Sell the armed forces and do something constructive with the money

// June 11th, 2010 // Other news, World Peace

“I say cut defence. I dont mean nibble at it or slice it. I mean cut it, all £45bn of it. George Osborne yesterday asked the nation “for once in a generation” to think the unthinkable, to offer not just percentage cuts but “whether government needs to provide certain public services at all”.What do we really get from the army, the navy and the air force beyond soldiers dying in distant wars and a tingle when the band marches by? Is the tingle worth £45bn, more than the total spent on schools? Why does Osborne “ringfence” defence when everyone knows its budget is a bankruptcy waiting to happen, when Labour ministers bought the wrong kit for wars that they insisted it fight?”
- Simon Jenkins, of The Guardian, brought to my attention by the easy-care and dry-cleanable Lloyd Shepherd of I’ve Said Too Much.
I know this is a brilliant idea because I had it too.
As far as I know, the only nation to give something like this a try was New Zealand, which back in 2000 decided to bail on upgrading the ageing combat aircraft in its airforce.
It’s been ten years now, and New Zealand hasn’t been invaded by anyone, unless we’re counting international tourists.
New Zealand still retains a small navy and an army that Wikipedia says has 4,500 full-time soldiers. Really, subtract the logistics and management overhead from that 4,500 and you’d be lucky if you could beat back a well-drilled rugby scrum much less an invading islamic fundamentalist horde prepared to sacrifice themselves to secure permanent access to high-quality merino wool, organic cold-climate produce and pristine glacial wilderness.
Instead of showing Johnny Hun a lesson and digging in against Kruschev’s tank regiments, Australia’s armed forces now deliver three apparently crucial needs, so crucial that we must spend more on them than we do on schools or hospitals.
Our Navy provides incredibly expensive and over-equipped border security against the terrifying threat of a few thousand Afghani and Sri Lankan refugees each year, starving in rags on leaky wooden Indonesian fishing boats.

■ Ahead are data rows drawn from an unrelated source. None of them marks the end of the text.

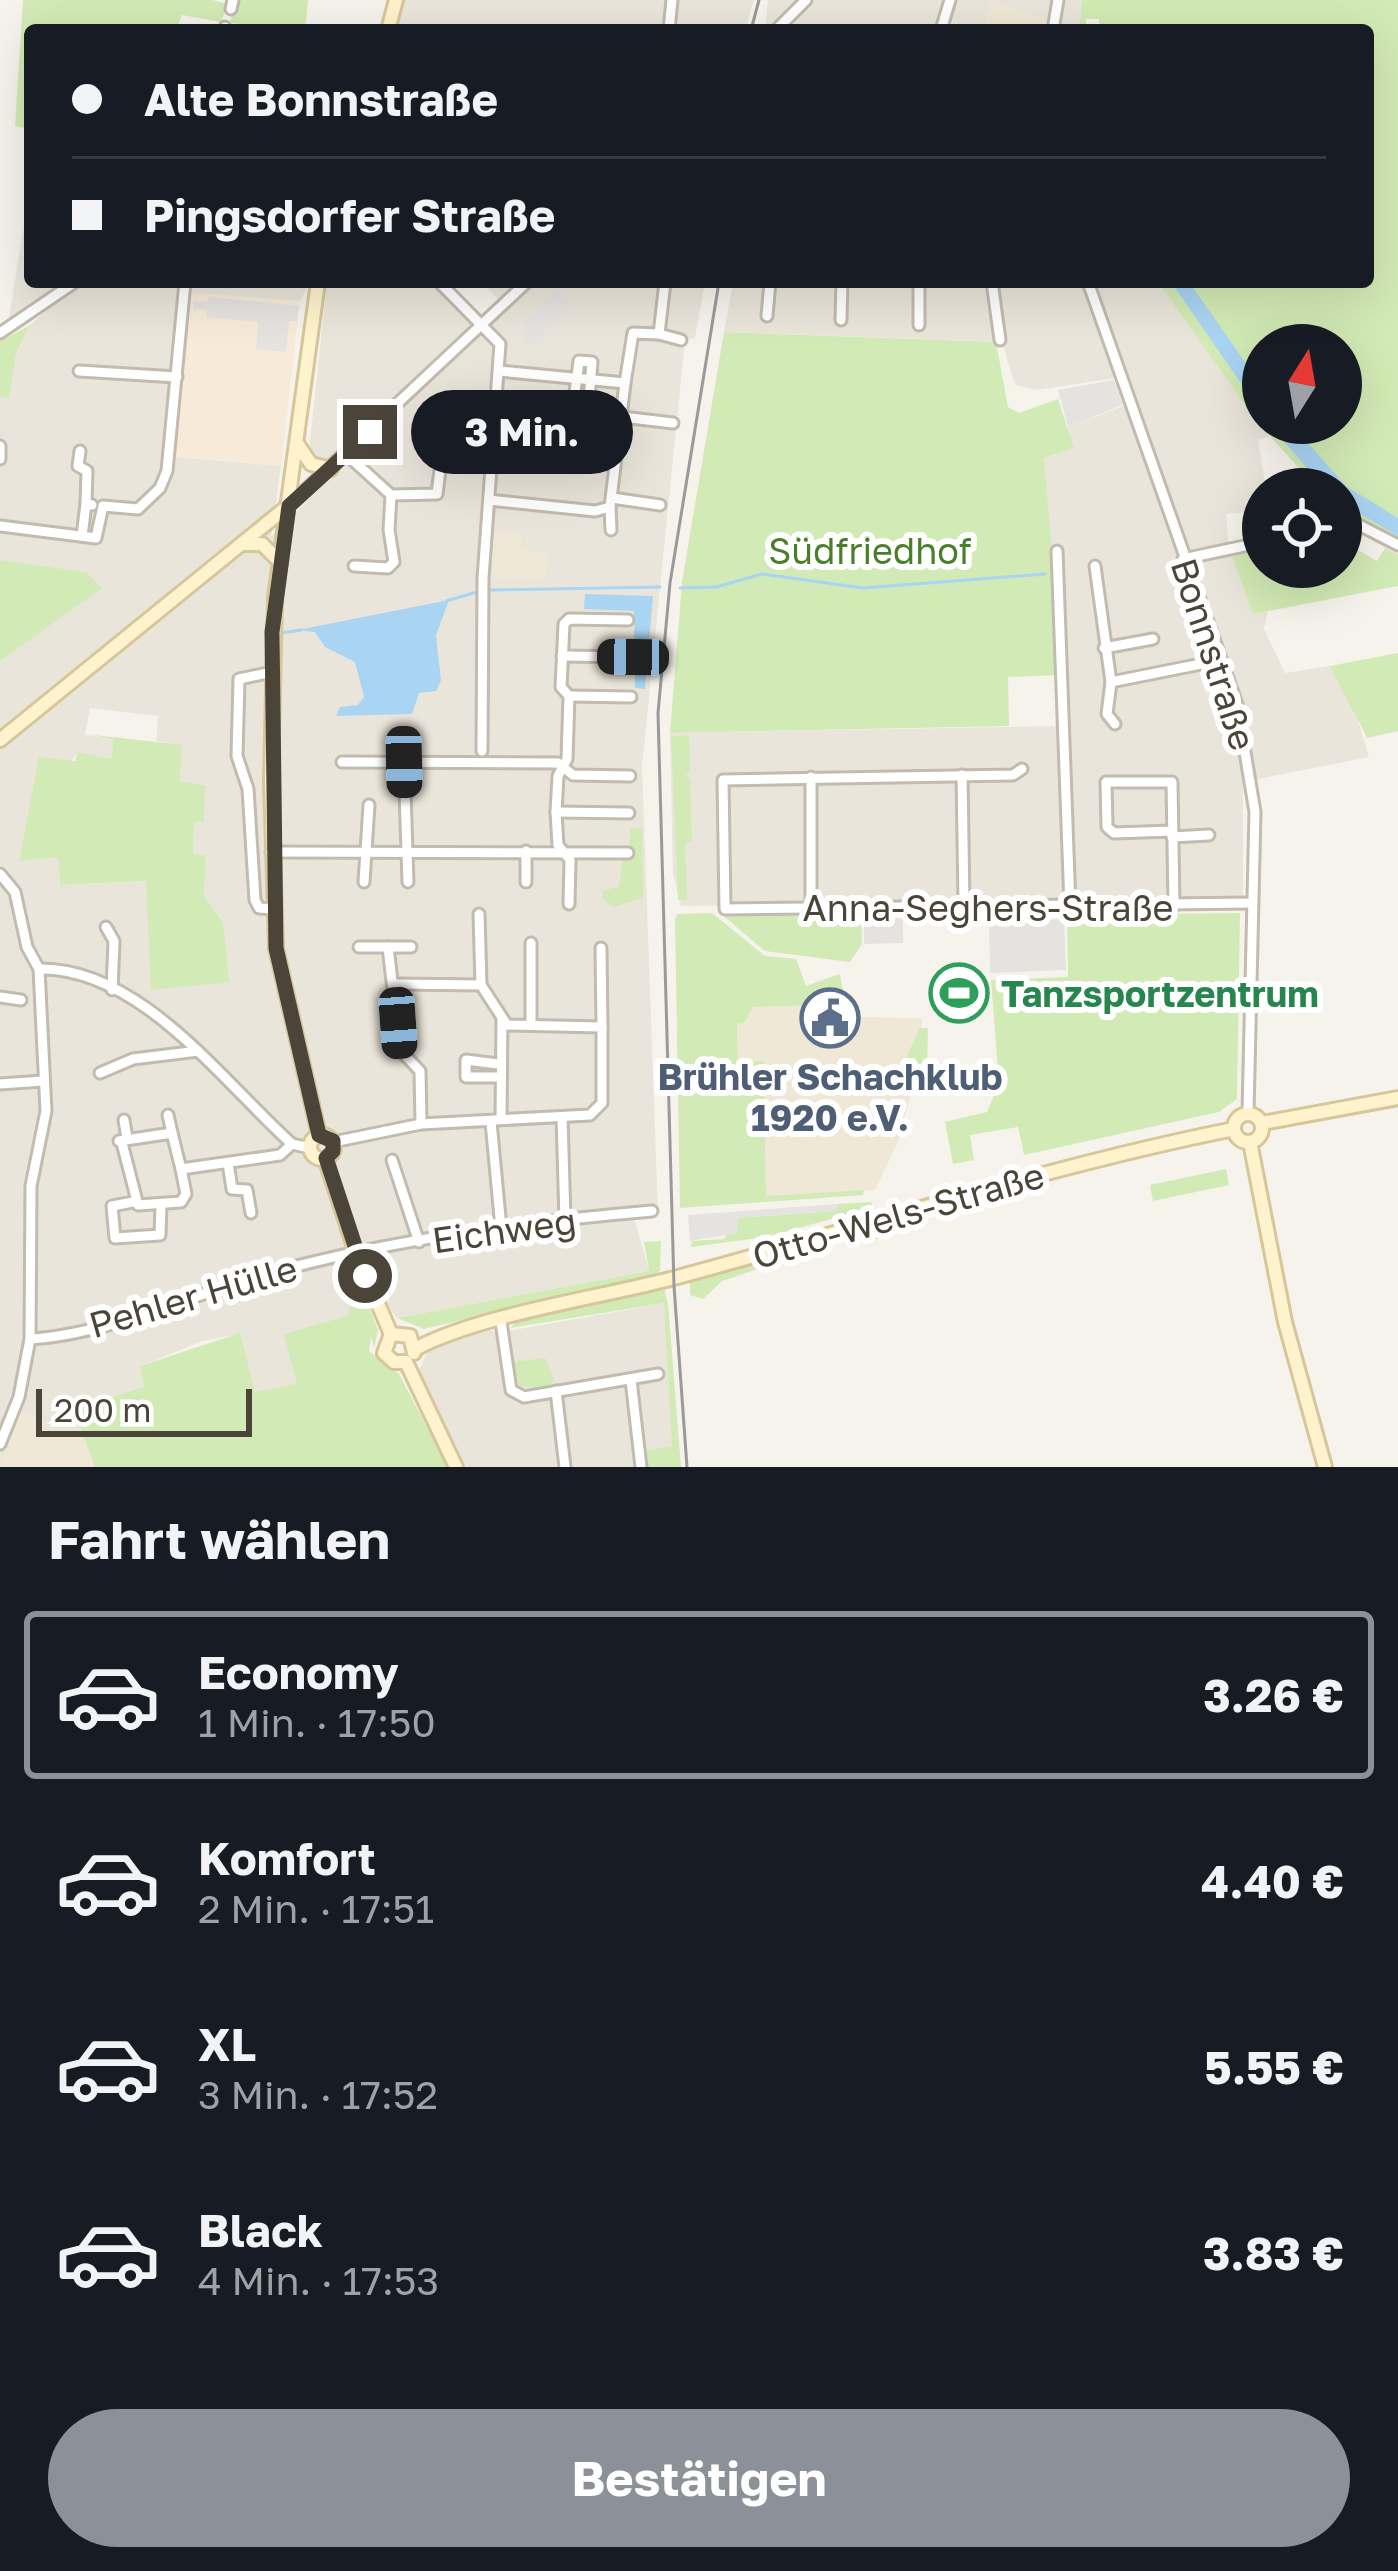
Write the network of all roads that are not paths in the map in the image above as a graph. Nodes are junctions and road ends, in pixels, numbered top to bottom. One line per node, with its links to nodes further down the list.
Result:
1 (806, 0): 2 (street)
2 (782, 24)
3 (66, 288): 18 (street)
4 (184, 288): 24 (street)
5 (317, 288): 33 (main road)
6 (445, 288): 16 (street)
7 (520, 288): 16 (street)
8 (662, 288): 19 (street)
9 (769, 288): 14 (street)
10 (842, 288): 15 (street)
11 (919, 288): 17 (street)
12 (993, 288): 21 (street)
13 (1090, 288): 54 (street, Bonnstraße)
14 (767, 316)
15 (841, 320)
16 (483, 324): 23 (street); 36 (street)
17 (919, 326)
18 (0, 333)
19 (659, 334): 20 (street); 27 (street)
20 (682, 340)
21 (1000, 340)
22 (79, 371): 24 (street)
23 (499, 371): 25 (street); 40 (street)
24 (177, 377): 44 (street)
25 (576, 380): 26 (street); 26 (street); 26 (street)
26 (590, 380): 27 (street)
27 (625, 383): 28 (street)
28 (622, 417): 30 (street); 32 (street)
29 (441, 421): 39 (street)
30 (674, 423)
31 (544, 435): 32 (street)
32 (619, 443): 41 (street)
33 (298, 445): 38 (main road); 45 (main road)
34 (0, 446): 37 (street)
35 (80, 451): 42 (street)
36 (346, 454): 38 (street); 39 (street)
37 (0, 459)
38 (331, 469): 45 (street)
39 (391, 495): 56 (street)
40 (489, 500): 41 (street); 72 (street)
41 (611, 502): 43 (street); 48 (street)
42 (86, 504): 44 (street); 49 (street)
43 (660, 505)
44 (103, 506): 49 (street)
45 (289, 506): 50 (main road); 55 (main road)
46 (0, 526): 49 (street)
47 (1362, 527): 51 (street)
48 (611, 530)
49 (82, 536)
50 (243, 544): 55 (main road); 71 (main road)
51 (1398, 545)
52 (1242, 547): 54 (street)
53 (1057, 551): 98 (street)
54 (1183, 560): 65 (street, Bonnstraße)
55 (280, 561): 66 (main road)
56 (354, 566)
57 (1095, 566): 59 (street)
58 (1114, 604): 59 (street)
59 (1102, 611): 62 (street)
60 (628, 620): 63 (street)
61 (1153, 639): 62 (street)
62 (1104, 648): 67 (street)
63 (562, 656): 64 (street); 68 (street)
64 (633, 657)
65 (1221, 660): 67 (street); 95 (street, Bonnstraße)
66 (272, 673): 88 (main road); 100 (street)
67 (1111, 682): 70 (street)
68 (569, 696): 69 (street); 76 (street)
69 (631, 697)
70 (1115, 724)
71 (0, 740)
72 (482, 751)
73 (342, 762): 74 (street)
74 (404, 762): 76 (street); 86 (street)
75 (1022, 769): 77 (street)
76 (560, 772): 78 (street); 81 (street)
77 (962, 775): 79 (street); 97 (street)
78 (630, 776)
79 (811, 778): 101 (street); 101 (street, Anna-Seghers-Straße)
80 (369, 806): 85 (street)
81 (556, 812): 82 (street); 89 (street)
82 (629, 813)
83 (1172, 834): 83 (street); 84 (street); 99 (street)
84 (1209, 835)
85 (368, 851): 86 (street); 88 (street); 92 (street)
86 (405, 851): 87 (street); 93 (street)
87 (526, 851): 89 (street); 94 (street)
88 (271, 852): 100 (main road)
89 (565, 852): 90 (street); 96 (street)
90 (628, 854)
91 (0, 874): 109 (street)
92 (364, 882)
93 (408, 882)
94 (526, 882)
95 (1252, 903): 99 (street, Anna-Seghers-Straße); 125 (street, Bonnstraße)
96 (569, 904)
97 (964, 905): 98 (street, Anna-Seghers-Straße); 101 (street, Anna-Seghers-Straße)
98 (1070, 906): 99 (street, Anna-Seghers-Straße)
99 (1174, 906)
100 (274, 908): 135 (main road)
101 (811, 908)
102 (479, 914): 111 (street)
103 (106, 927): 112 (street)
104 (531, 943): 116 (street)
105 (411, 946): 107 (street)
106 (359, 947): 107 (street)
107 (388, 947): 110 (street)
108 (601, 948): 117 (street)
109 (39, 969): 112 (street); 122 (street)
110 (395, 984): 111 (street); 131 (street)
111 (481, 985): 115 (street)
112 (112, 990): 118 (street)
113 (0, 997): 114 (street)
114 (21, 1000)
115 (502, 1018): 116 (street); 119 (street)
116 (531, 1024): 117 (street)
117 (602, 1027): 127 (street)
118 (198, 1052): 120 (street); 140 (street)
119 (498, 1064): 121 (street); 121 (street)
120 (100, 1073)
121 (499, 1077): 129 (street)
122 (44, 1081): 123 (street); 157 (street)
123 (0, 1084)
124 (1398, 1098): 130 (main road)
125 (1248, 1113): 130 (main road); 133 (main road)
126 (168, 1115): 134 (street)
127 (562, 1117): 129 (street); 150 (street)
128 (124, 1120): 136 (street)
129 (496, 1120): 131 (street); 151 (street)
130 (1262, 1123): 139 (main road)
131 (421, 1124): 132 (street)
132 (382, 1129): 137 (street); 138 (street)
133 (1234, 1129): 139 (main road); 154 (main road, Otto-Wels-Straße)
134 (172, 1132): 136 (street); 145 (street)
135 (319, 1135): 137 (main road); 141 (main road)
136 (123, 1140): 146 (street)
137 (333, 1142): 142 (main road)
138 (387, 1142)
139 (1250, 1142): 167 (main road)
140 (292, 1144): 141 (street); 144 (street)
141 (310, 1148): 142 (main road)
142 (326, 1158): 153 (main road)
143 (392, 1160): 152 (street)
144 (228, 1163): 145 (street); 149 (street)
145 (182, 1168): 147 (street)
146 (133, 1202): 147 (street); 147 (street)
147 (160, 1206)
148 (652, 1211): 150 (street, Eichweg)
149 (251, 1213)
150 (565, 1220): 151 (street, Eichweg)
151 (501, 1228): 152 (street, Eichweg)
152 (419, 1242): 153 (street, Eichweg)
153 (356, 1252): 156 (main road); 157 (street, Pehler Hülle)
154 (563, 1305): 155 (main road, Otto-Wels-Straße); 158 (main road, Otto-Wels-Straße)
155 (501, 1322): 158 (main road, Otto-Wels-Straße); 162 (street)
156 (391, 1334): 158 (main road); 159 (main road)
157 (30, 1339): 163 (street)
158 (414, 1344): 159 (main road)
159 (406, 1362): 164 (main road)
160 (658, 1374): 161 (street)
161 (631, 1380): 162 (street); 166 (street)
162 (556, 1391): 165 (street)
163 (0, 1444)
164 (456, 1467)
165 (565, 1467)
166 (641, 1467)
167 (1325, 1467)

They don’t stop them, mind, so much as direct them to the closest refugee processing facility. Like Israel’s anti-peace flotilla, minus the regrettable fatalities.
Like most UN nations, our Airforce stands ready to deliver precisely enough Hercules-loads of urgent food and medical aid to service runway-located  television crews. From there, they are delivered to their ultimate destination: overseas correspondents, who desperately need good background to accompany their grim voice-over work as they drone on about how little aid has so far arrived to address the growing humanitarian crisis now enveloping the isolated, mountainous Werthefuk Province of Collapsedistan.

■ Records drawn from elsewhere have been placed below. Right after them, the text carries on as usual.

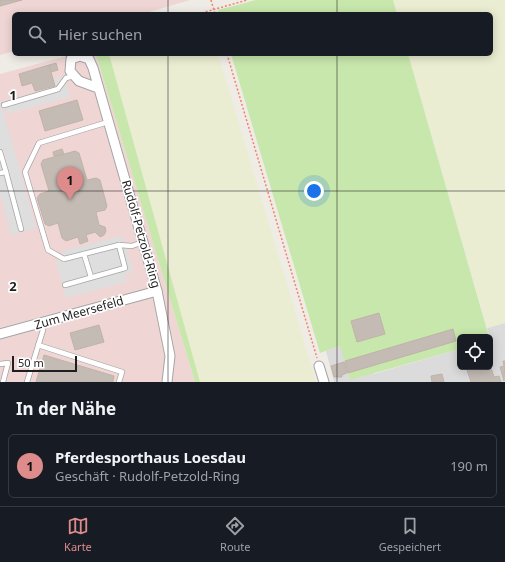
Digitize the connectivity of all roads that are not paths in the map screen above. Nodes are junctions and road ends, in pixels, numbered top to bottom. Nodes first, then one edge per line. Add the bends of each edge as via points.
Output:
1 (74, 76) junction
2 (98, 88) junction
3 (4, 105) dead end
4 (108, 122) junction
5 (0, 152) edge
6 (6, 172) junction
7 (0, 173) edge
8 (21, 229) dead end
9 (143, 242) junction
10 (119, 245) junction
11 (84, 254) junction
12 (91, 277) junction
13 (65, 285) dead end
14 (157, 291) junction
15 (41, 324) junction
16 (0, 334) edge
17 (38, 345) junction
18 (0, 364) edge
19 (319, 366) road end
20 (3, 382) edge
21 (27, 382) edge
22 (119, 382) edge
23 (167, 382) edge
24 (324, 382) edge

1 - 2 street via 79,81
1 - 2 street, Rudolf-Petzold-Ring via 70,71 71,59 80,56 89,59
1 - 3 lane via 66,78 58,89
2 - 4 street, Rudolf-Petzold-Ring
4 - 9 street, Rudolf-Petzold-Ring
4 - 11 lane via 39,143 25,172 48,250 64,259
5 - 6 lane
6 - 7 lane
6 - 8 lane
9 - 10 lane via 132,246
9 - 14 street, Rudolf-Petzold-Ring
10 - 11 lane
10 - 12 lane via 125,268
11 - 12 lane
12 - 13 lane
14 - 15 street, Zum Meersefeld
14 - 23 street, Rudolf-Petzold-Ring via 170,356
15 - 16 street, Zum Meersefeld
15 - 17 lane via 43,330
17 - 21 lane
17 - 22 lane via 122,372
18 - 20 lane via 8,363
19 - 24 street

Meanwhile, on the ground, our Army provides an essential support role to US armed forces wherever religions other than Christianity and Judaism seek to overthrow the carefully greenhoused economies of the third world. We provide training and other human resource functions to newly-undisbanded Henchmeni militias, thereby improving the non-combatant collateral damage and informal-taxation-levying capacity necessary to return their nations to approximately the same state they were in before the international peace-keeping mission invaded was invited to assist.
If Australia disbanded its armed forces, could the West Australian Very Large Hole industry use a few poorly-socialised, strong young lads not fussy about the quality of their sleeping quarters and the industrial safety standards of the workplace? Yes. Would we all be competing for our knowledge industry, service and tourism jobs in the rest of the economy with Afghani and Sri Lankan arrivals with ten times the formal qualifications, none of the English-language communication skills and no idea how to knot a tie properly? Almost certainly.
Bring it on.
Australia and those other island nations, UN member nations and nations with significant natural resources or international economic significance should just retire the whole lot. Collapsedistan will offer us a great price. We can then invest the money in something that might provide a return other than full coffins and empty hearts.